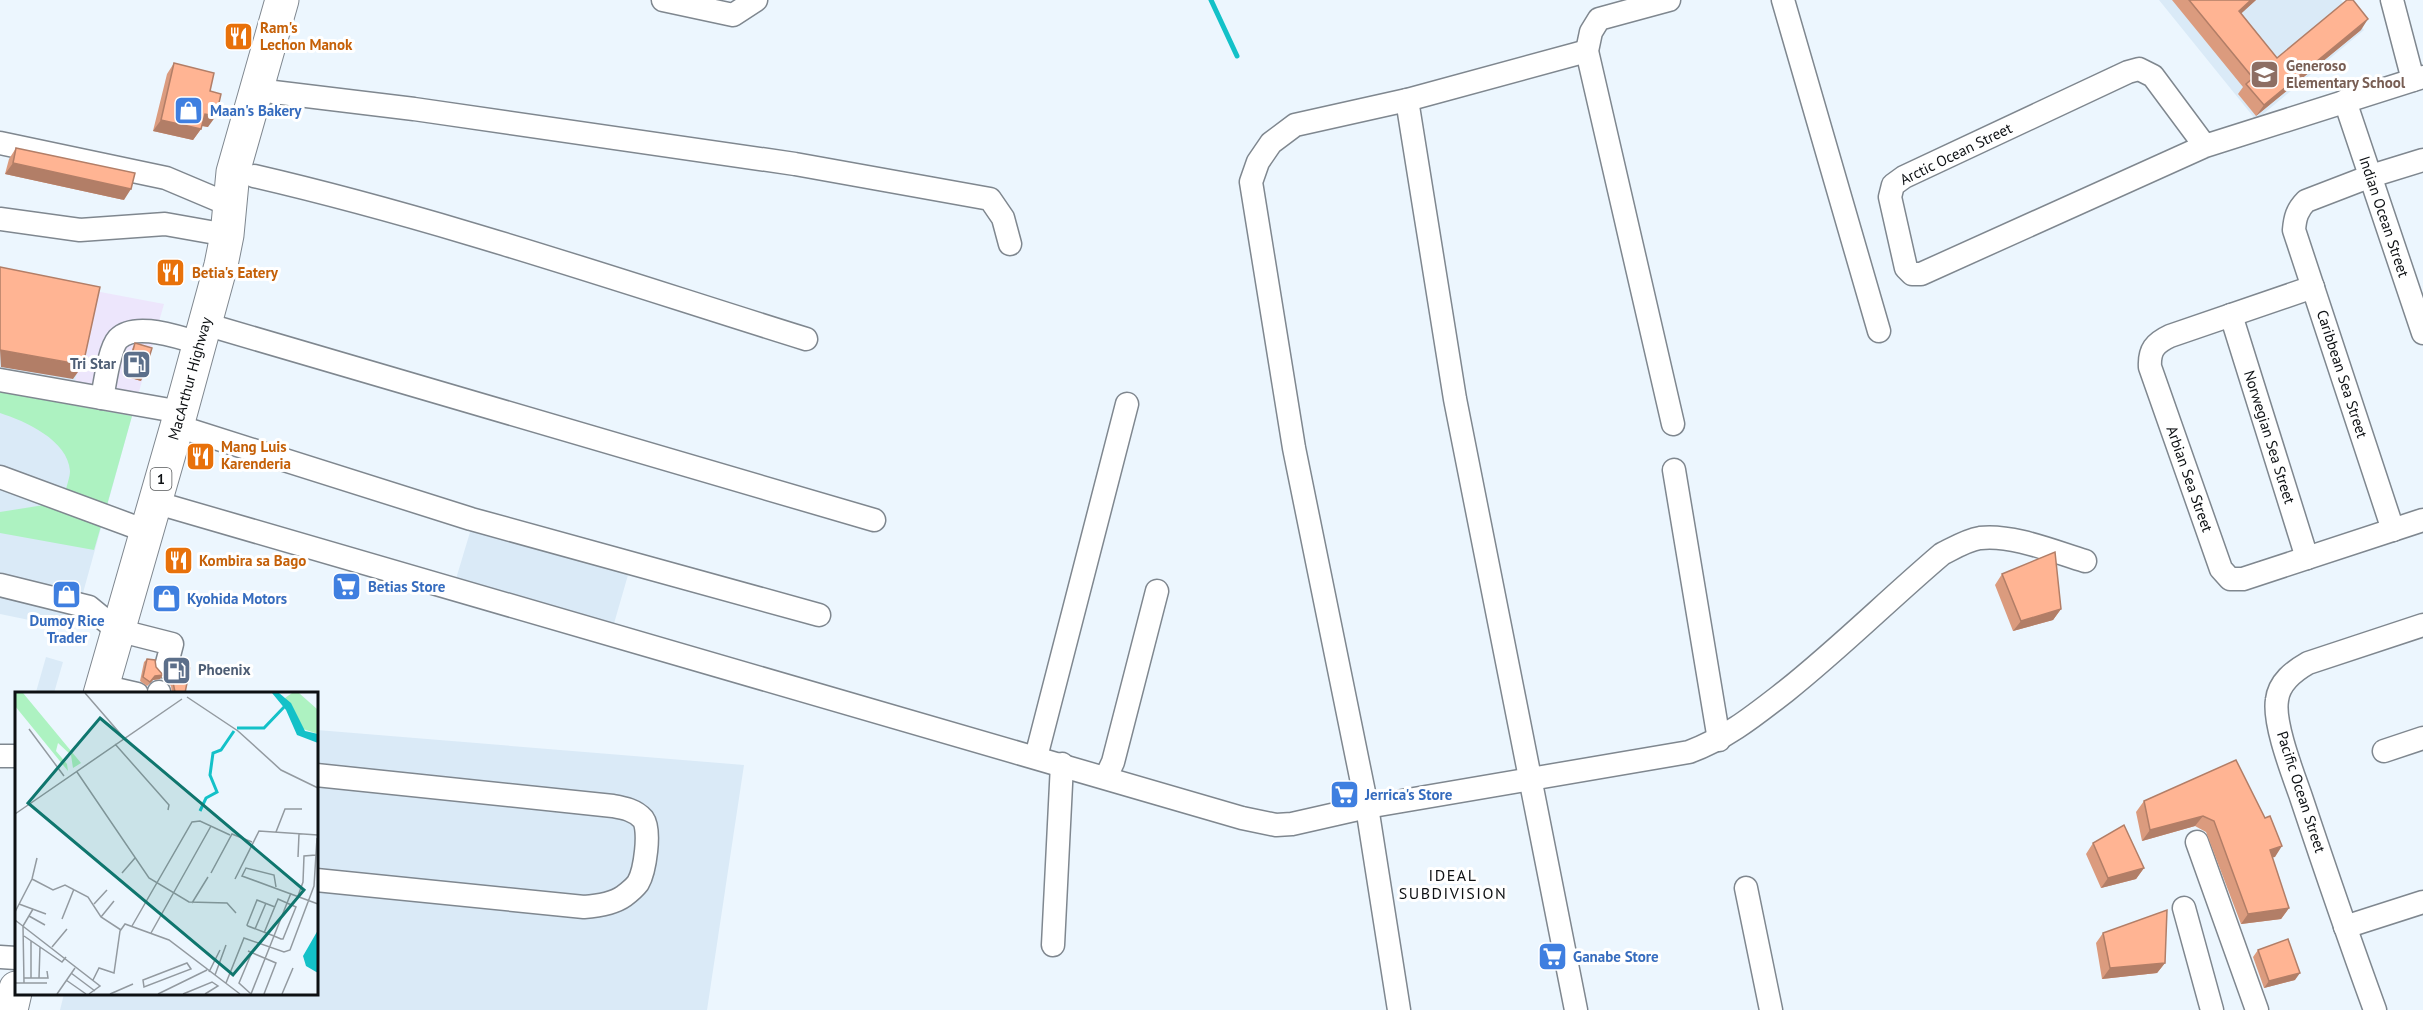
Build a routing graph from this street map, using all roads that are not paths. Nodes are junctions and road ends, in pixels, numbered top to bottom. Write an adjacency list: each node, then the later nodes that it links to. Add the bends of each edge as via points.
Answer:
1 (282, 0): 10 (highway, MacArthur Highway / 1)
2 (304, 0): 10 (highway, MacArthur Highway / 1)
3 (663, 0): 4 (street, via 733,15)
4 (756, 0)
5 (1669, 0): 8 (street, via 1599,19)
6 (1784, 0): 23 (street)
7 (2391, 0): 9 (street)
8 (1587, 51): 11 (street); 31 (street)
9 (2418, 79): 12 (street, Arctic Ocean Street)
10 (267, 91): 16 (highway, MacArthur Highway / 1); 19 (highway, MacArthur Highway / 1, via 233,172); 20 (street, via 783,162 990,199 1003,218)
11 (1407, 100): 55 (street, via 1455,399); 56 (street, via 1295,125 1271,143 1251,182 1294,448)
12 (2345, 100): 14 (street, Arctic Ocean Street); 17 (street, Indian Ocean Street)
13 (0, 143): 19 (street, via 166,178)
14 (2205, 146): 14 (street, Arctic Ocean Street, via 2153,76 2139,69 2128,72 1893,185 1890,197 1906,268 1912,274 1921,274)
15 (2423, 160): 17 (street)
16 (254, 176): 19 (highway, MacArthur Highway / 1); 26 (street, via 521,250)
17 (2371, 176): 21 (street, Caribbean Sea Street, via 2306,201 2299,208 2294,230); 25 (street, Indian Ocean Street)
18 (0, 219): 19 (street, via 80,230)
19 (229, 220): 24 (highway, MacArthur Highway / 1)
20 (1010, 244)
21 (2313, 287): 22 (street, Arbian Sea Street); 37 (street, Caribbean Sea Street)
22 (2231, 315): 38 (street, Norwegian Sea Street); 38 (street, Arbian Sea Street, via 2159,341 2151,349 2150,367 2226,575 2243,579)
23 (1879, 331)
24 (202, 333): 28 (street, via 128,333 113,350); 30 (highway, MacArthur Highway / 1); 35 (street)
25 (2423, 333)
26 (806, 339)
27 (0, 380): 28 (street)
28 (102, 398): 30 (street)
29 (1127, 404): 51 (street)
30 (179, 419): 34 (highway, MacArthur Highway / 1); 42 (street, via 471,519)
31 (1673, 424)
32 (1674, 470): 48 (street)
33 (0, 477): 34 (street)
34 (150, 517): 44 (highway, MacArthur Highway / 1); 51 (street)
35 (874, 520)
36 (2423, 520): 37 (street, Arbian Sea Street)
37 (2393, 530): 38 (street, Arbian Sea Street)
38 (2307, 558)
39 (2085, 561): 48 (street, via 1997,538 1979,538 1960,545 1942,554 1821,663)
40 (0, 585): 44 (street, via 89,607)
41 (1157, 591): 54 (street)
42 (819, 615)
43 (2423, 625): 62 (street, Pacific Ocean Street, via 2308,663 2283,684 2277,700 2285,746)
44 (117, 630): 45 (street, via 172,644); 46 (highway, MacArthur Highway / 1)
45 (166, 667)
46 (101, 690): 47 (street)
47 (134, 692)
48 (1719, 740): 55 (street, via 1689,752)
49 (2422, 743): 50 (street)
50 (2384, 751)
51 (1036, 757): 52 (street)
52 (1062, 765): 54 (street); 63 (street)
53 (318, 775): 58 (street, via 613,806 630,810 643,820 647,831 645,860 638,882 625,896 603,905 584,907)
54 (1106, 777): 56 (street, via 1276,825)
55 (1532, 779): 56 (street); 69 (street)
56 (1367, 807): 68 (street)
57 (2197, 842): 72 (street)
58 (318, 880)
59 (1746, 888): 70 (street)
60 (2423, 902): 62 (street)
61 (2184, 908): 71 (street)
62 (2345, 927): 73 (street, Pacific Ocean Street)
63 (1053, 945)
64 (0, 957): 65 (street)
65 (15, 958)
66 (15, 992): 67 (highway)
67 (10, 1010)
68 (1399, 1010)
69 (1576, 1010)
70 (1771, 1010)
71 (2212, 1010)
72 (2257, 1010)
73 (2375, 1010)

● ● ● ● ● ● ●

* [What to produce]: Although the entries contain pictures, copy everything else in them exactly.

* [Solution for this task]:
Build a routing graph from this street map, using all roads that are not paths. Nodes are junctions and road ends, in pixels, numbered top to bottom. Write an adjacency list: each node, then the later nodes that it links to. Add the bends of each edge as via points.
Answer:
1 (282, 0): 10 (highway, MacArthur Highway / 1)
2 (304, 0): 10 (highway, MacArthur Highway / 1)
3 (663, 0): 4 (street, via 733,15)
4 (756, 0)
5 (1669, 0): 8 (street, via 1599,19)
6 (1784, 0): 23 (street)
7 (2391, 0): 9 (street)
8 (1587, 51): 11 (street); 31 (street)
9 (2418, 79): 12 (street, Arctic Ocean Street)
10 (267, 91): 16 (highway, MacArthur Highway / 1); 19 (highway, MacArthur Highway / 1, via 233,172); 20 (street, via 783,162 990,199 1003,218)
11 (1407, 100): 55 (street, via 1455,399); 56 (street, via 1295,125 1271,143 1251,182 1294,448)
12 (2345, 100): 14 (street, Arctic Ocean Street); 17 (street, Indian Ocean Street)
13 (0, 143): 19 (street, via 166,178)
14 (2205, 146): 14 (street, Arctic Ocean Street, via 2153,76 2139,69 2128,72 1893,185 1890,197 1906,268 1912,274 1921,274)
15 (2423, 160): 17 (street)
16 (254, 176): 19 (highway, MacArthur Highway / 1); 26 (street, via 521,250)
17 (2371, 176): 21 (street, Caribbean Sea Street, via 2306,201 2299,208 2294,230); 25 (street, Indian Ocean Street)
18 (0, 219): 19 (street, via 80,230)
19 (229, 220): 24 (highway, MacArthur Highway / 1)
20 (1010, 244)
21 (2313, 287): 22 (street, Arbian Sea Street); 37 (street, Caribbean Sea Street)
22 (2231, 315): 38 (street, Norwegian Sea Street); 38 (street, Arbian Sea Street, via 2159,341 2151,349 2150,367 2226,575 2243,579)
23 (1879, 331)
24 (202, 333): 28 (street, via 128,333 113,350); 30 (highway, MacArthur Highway / 1); 35 (street)
25 (2423, 333)
26 (806, 339)
27 (0, 380): 28 (street)
28 (102, 398): 30 (street)
29 (1127, 404): 51 (street)
30 (179, 419): 34 (highway, MacArthur Highway / 1); 42 (street, via 471,519)
31 (1673, 424)
32 (1674, 470): 48 (street)
33 (0, 477): 34 (street)
34 (150, 517): 44 (highway, MacArthur Highway / 1); 51 (street)
35 (874, 520)
36 (2423, 520): 37 (street, Arbian Sea Street)
37 (2393, 530): 38 (street, Arbian Sea Street)
38 (2307, 558)
39 (2085, 561): 48 (street, via 1997,538 1979,538 1960,545 1942,554 1821,663)
40 (0, 585): 44 (street, via 89,607)
41 (1157, 591): 54 (street)
42 (819, 615)
43 (2423, 625): 62 (street, Pacific Ocean Street, via 2308,663 2283,684 2277,700 2285,746)
44 (117, 630): 45 (street, via 172,644); 46 (highway, MacArthur Highway / 1)
45 (166, 667)
46 (101, 690): 47 (street)
47 (134, 692)
48 (1719, 740): 55 (street, via 1689,752)
49 (2422, 743): 50 (street)
50 (2384, 751)
51 (1036, 757): 52 (street)
52 (1062, 765): 54 (street); 63 (street)
53 (318, 775): 58 (street, via 613,806 630,810 643,820 647,831 645,860 638,882 625,896 603,905 584,907)
54 (1106, 777): 56 (street, via 1276,825)
55 (1532, 779): 56 (street); 69 (street)
56 (1367, 807): 68 (street)
57 (2197, 842): 72 (street)
58 (318, 880)
59 (1746, 888): 70 (street)
60 (2423, 902): 62 (street)
61 (2184, 908): 71 (street)
62 (2345, 927): 73 (street, Pacific Ocean Street)
63 (1053, 945)
64 (0, 957): 65 (street)
65 (15, 958)
66 (15, 992): 67 (highway)
67 (10, 1010)
68 (1399, 1010)
69 (1576, 1010)
70 (1771, 1010)
71 (2212, 1010)
72 (2257, 1010)
73 (2375, 1010)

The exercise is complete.